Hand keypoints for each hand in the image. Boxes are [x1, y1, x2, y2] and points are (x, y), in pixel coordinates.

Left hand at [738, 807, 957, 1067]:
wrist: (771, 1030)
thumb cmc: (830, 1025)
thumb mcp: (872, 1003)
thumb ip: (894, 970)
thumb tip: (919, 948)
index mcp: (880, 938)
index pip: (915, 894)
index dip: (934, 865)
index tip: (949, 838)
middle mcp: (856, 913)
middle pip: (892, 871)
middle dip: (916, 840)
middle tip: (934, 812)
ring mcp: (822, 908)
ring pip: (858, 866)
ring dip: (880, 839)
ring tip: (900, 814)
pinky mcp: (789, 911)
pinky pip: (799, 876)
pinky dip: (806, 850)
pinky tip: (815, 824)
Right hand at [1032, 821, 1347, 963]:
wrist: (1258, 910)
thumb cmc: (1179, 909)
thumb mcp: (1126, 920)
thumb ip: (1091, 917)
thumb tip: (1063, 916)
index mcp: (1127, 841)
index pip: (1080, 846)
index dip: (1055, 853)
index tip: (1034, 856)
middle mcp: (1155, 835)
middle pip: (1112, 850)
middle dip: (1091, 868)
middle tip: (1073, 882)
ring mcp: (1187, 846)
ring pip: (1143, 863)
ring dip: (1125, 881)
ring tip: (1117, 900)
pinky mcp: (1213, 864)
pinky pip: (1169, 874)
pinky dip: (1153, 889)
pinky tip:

____________________

## [What is required]
From the line that contains "thumb ip: (894, 970)" to the last line of the material above, repeat every line exactly, keeping both the first and the last.

## [Exercise result]
thumb ip: (894, 970)
thumb tip: (919, 948)
index mcp: (880, 938)
index pip: (915, 894)
index dip: (934, 865)
index tip: (949, 838)
middle mcp: (856, 913)
middle pip: (892, 871)
middle dip: (916, 840)
middle tip: (934, 812)
ring mcp: (822, 908)
ring pip: (858, 866)
ring dip: (880, 839)
ring tip: (900, 814)
pinky mcp: (789, 911)
pinky pip: (799, 876)
pinky dip: (806, 850)
pinky tip: (815, 824)
Right hand at [1032, 821, 1347, 963]:
wrist: (1258, 910)
thumb cmc: (1179, 909)
thumb mcp: (1126, 920)
thumb ip: (1091, 917)
thumb tip: (1063, 916)
index mcp: (1127, 841)
index pip: (1080, 846)
index dip: (1055, 853)
index tip: (1034, 856)
middle mcp: (1155, 835)
middle pip: (1112, 850)
middle dip: (1091, 868)
middle tip: (1073, 882)
ring mcp: (1187, 846)
ring pip: (1143, 863)
ring dip: (1125, 881)
ring tip: (1117, 900)
pinky mcp: (1213, 864)
pinky pip: (1169, 874)
pinky dip: (1153, 889)
pinky tip:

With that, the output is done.